Tuesday, September 1, 2009

A couple more for medievalism!

Well, all those times I called myself a medievalist, I didn't know what a funny thing I was doing. A medieval scholar is someone who studies medieval history, literature, art, or so on. A medievalist is one who adapts medieval themes into present culture, such as an architect or a social activist or a Sir Walter Scott. These articles abundantly pointed out the difference, and then broke it down, showing why the distinction is not one of privilege, and in many ways isn't a distinction at all. Thus, in a single sitting I've been both castigated and vindicated for my writing! Woo!

John Simons, "Medievalism as Cultural Process in Pre-Industrial Popular Literature"

Medievalism is only recognized by Victorian England because it is at that point that the refined high-culture readers and authors finally give it any attention. However, that is not to say that it wasn't there before. Continuously from the sixteenth century there have been genres of what has been typically considered "low" literature that have dabbled with the medieval to comment upon contemporary beliefs, contest social injustices, and entertain the public. Simons thus studies first the continuing manuscript romance tradition (in urban, nonaristocratic readership) and then, more briefly, the brief chapbook romances in the eighteenth century, read by agricultural laborers (farmers) and gentry children (well-off kids). By this, less well-off readers gain access to aesthetic pleasures where they couldn't have access to, say, belles lettres.

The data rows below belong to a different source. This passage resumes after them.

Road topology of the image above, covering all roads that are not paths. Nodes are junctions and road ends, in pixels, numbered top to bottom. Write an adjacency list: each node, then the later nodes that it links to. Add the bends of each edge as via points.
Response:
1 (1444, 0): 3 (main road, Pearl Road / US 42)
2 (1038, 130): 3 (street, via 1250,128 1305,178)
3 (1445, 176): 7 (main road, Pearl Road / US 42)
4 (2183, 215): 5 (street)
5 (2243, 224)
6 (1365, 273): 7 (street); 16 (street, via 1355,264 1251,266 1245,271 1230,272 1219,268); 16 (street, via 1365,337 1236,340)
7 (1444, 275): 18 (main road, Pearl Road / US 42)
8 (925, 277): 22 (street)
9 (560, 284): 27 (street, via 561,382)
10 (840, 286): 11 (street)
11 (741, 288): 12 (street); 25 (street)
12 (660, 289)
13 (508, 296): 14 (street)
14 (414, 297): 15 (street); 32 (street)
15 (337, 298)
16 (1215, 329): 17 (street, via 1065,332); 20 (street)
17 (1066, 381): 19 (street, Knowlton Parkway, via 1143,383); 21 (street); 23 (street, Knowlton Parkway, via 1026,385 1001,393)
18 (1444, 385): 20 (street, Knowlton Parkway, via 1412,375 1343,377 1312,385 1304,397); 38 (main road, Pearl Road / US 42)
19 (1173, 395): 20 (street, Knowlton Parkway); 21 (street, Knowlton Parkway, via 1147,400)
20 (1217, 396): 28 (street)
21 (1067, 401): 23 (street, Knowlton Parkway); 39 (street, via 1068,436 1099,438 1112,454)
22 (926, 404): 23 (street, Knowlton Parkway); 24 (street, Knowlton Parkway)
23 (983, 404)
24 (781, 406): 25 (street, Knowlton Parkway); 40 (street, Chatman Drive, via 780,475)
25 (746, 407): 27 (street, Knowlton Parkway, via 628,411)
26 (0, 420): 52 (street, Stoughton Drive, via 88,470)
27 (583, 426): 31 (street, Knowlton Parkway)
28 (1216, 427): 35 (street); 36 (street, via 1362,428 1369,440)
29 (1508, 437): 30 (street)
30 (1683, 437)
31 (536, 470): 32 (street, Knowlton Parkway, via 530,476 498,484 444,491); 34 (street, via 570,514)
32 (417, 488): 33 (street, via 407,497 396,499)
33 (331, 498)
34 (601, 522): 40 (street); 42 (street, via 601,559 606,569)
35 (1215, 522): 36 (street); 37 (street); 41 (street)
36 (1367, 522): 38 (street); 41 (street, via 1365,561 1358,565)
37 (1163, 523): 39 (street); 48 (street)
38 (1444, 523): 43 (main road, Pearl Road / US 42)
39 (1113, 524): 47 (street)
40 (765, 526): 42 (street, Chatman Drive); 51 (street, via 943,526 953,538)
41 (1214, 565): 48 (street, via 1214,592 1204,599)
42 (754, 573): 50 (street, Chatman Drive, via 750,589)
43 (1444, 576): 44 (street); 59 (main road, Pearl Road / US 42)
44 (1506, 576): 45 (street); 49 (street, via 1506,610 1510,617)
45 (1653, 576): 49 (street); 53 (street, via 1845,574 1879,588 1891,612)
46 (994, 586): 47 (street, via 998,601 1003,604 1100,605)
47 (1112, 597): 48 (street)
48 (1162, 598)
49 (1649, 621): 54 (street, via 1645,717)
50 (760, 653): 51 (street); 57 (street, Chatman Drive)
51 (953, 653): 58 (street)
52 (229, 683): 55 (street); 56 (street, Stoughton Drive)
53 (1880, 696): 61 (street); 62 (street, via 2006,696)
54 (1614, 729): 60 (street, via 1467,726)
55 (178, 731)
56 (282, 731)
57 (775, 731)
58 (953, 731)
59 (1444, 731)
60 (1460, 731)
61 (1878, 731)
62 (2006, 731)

Clare A. Simmons. "Medievalism and the Quest for the "Real" Middle Ages: Introduction."

This is the essay that contested the division between medievalism and medieval studies. For a while the two were relatively unified, including in Furnivall's work with the Early English Text Society and earlier with various authors and philological groups. It was in the late 19th century, as English became a department in the University, that medieval studies sought to distance itself from the medievalists who used medieval themes for social, political, or aesthetic ends rather than historical authenticity or (what amounts to the same thing) literary purity. Lots of good medievalist background, like Chartism, quixotic fears, Burke, and so on. Finally, the division is negated, since scholars always approach their work with something they bring in... the enthusiast medievalist cannot be stopped.

Dellheim, "The Face of the Past: Preface, Ch. 1 (The Paradoxes of Progress)"

The medieval images and simulacra that adorn train stations and hotels, the most modern of the 19th century being simultaneously the most medieval in appearance. The English Parliament being rebuilt in a medieval mode that was "unpopular" as soon as it was built, and a London that looked more medieval in 1900 than it ever had since the Middle Ages. The look back is also a look forward, a necessary part of the discourses of progress as well as the longing backwards. Medievalism was all-consuming, used by progressives and conservatives to urge balanced progress and continuity.

Loretta M. Holloway and Jennifer Palmgren, "Introduction."

By now, so much of it has been said before. Permeation as a theme for medieval themes in 19th century England. Interesting because they show how even anti-medievalist backlashes couldn't avoid using medieval themes.